Schneider drives from his Van Ness Avenue motel down the slope from the apartment where he used to live, detours by the three-story house he grew up in, corners around the junior high school and high school where he played saxophone in jazz band and dreamed of spending his life blowing music for a living.

He tries to hold a middle A with a makeshift embouchure, picturing a wave of oscillating curves untangling into a straight line, a man muttering as he drags his wooden leg up a crooked staircase.

Finally, he reaches the edge of the city: The Cliff House looks over the ruins of Sutro Baths, a once-grand spa all but lost where the frothy Pacific crashes over the jagged coast on a blustery spring day.

Because he doesn't want anybody to hear him, Ronnie starts blowing the trumpet in old caves and tunnels he knows around the city.

Schneider walks into a tunnel that he used to scamper through as a kid and comes out onto a bluff misty with spray from the exploding surf below.

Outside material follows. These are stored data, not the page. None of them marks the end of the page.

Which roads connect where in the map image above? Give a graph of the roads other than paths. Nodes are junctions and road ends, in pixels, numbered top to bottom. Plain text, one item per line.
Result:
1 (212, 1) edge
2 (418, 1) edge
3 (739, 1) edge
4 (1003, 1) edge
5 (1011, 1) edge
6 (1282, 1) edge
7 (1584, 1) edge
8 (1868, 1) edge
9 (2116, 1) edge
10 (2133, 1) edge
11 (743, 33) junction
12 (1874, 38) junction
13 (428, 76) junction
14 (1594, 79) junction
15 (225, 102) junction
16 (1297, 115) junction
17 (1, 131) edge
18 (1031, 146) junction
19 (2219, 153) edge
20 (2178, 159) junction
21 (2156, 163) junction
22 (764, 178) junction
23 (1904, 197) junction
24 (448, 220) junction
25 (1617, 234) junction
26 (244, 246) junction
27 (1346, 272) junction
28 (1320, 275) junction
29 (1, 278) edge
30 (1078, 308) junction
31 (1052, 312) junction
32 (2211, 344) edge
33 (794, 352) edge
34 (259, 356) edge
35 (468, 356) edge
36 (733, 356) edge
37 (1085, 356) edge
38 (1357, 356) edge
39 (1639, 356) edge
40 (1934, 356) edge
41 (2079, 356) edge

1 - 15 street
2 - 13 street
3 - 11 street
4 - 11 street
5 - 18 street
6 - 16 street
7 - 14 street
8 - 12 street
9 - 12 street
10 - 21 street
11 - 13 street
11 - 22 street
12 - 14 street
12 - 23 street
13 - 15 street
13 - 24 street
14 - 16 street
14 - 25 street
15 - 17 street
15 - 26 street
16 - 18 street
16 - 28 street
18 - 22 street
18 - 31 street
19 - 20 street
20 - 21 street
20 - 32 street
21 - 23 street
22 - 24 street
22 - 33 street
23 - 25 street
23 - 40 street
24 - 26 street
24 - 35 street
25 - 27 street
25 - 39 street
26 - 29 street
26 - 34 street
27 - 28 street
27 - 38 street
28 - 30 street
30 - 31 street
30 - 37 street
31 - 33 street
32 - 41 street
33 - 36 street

"This is what I miss most, not the city, the ocean," he says. "I like the idea of writing stuff set in San Francisco; it's a great sensual location. And there's something wonderful about writing from memory, which holds all that longing. I was here. I can still taste it."

Critics seem to agree, praising Schneider's debut novel, "Blue Bossa" (Viking), for its lyrical evocation of San Francisco, jazz music and, most important, the fascinatingly and frustratingly flawed man at the center of it, Ronnie Reboulet.

"The parallel themes of running away and fractured familial relationships coincide and assume full contour and structure--like a masterful jazz solo whose riffs and glisses and jabs finally shape into a complete composition," wrote Don Rose in the Chicago Tribune. Booklist called it the best jazz novel written in 40 years, adding, "but Ronnie Reboulet is more than a jazzman: The unresolvable contradictions of his life, the pushing and pulling in opposite directions, speak to all of us and give his story its irresistibly melancholy soul."

Loosely modeled on jazz great Chet Baker, Reboulet is a gifted and formerly famous horn man shuffling through middle age as a golf hustler. He's kicked a heroin habit but not before losing his chops, his family, even his teeth, his trumpet hiding in a sealed box in the basement.

Then one day in the early '70s during the media frenzy over Patty Hearst's kidnapping, Reboulet's estranged daughter shows up to surprise him with her bastard son. He goes to fetch some old photos from a box. . . . Soon Reboulet is trying to learn to play his trumpet with false teeth and stage an improbable comeback, which proves easier to accomplish than finessing the relationships with his daughter, his devoted girlfriend and his old, comforting buddy--heroin.

"What fascinates me about this character was that he could make this fabulous, intimate music, but he couldn't be very intimate with anyone else," Schneider said. "As soon as people got close to him, he started to back away. It could be 99% of the men in this culture, myself included. Men find it easy to get very close to their work or art or whatever, but not to other people."

The wind lofted his straight, bleached-bone white hair into the air like an exclamation point. Schneider, 46, has a salt-and-pepper mustache, writerly glasses, which he removes as they film over with salt and stuffs into the pocket of his maroon sport coat, worn over a casual shirt that doesn't quite match.

"The real joy of writing this book," he continued, "was the impossibility of writing about music, taking the impossible leaps that jazz takes in language. I really paid attention to sound and rhythm."

Music, it seems, always has surrounded Schneider. His father played violin with the San Francisco Symphony, and his mother was a trained opera singer. Although he grew up in the birthplace of the Grateful Dead and Jefferson Airplane and attended the Rolling Stones' infamous Altamont gig in 1969 ("I did take a tab of acid that was being passed around on a Frisbee"), Schneider's first love has always been jazz ("I wasted a lot of opportunities to like other music"). He picked up the sax at 12 ("I'm a rank amateur") and still plays weekly with a group of friends.

Although an indifferent high school student, Schneider went to St. Mary's College across the bay in Moraga and then picked up a master's degree in creative writing at San Francisco State.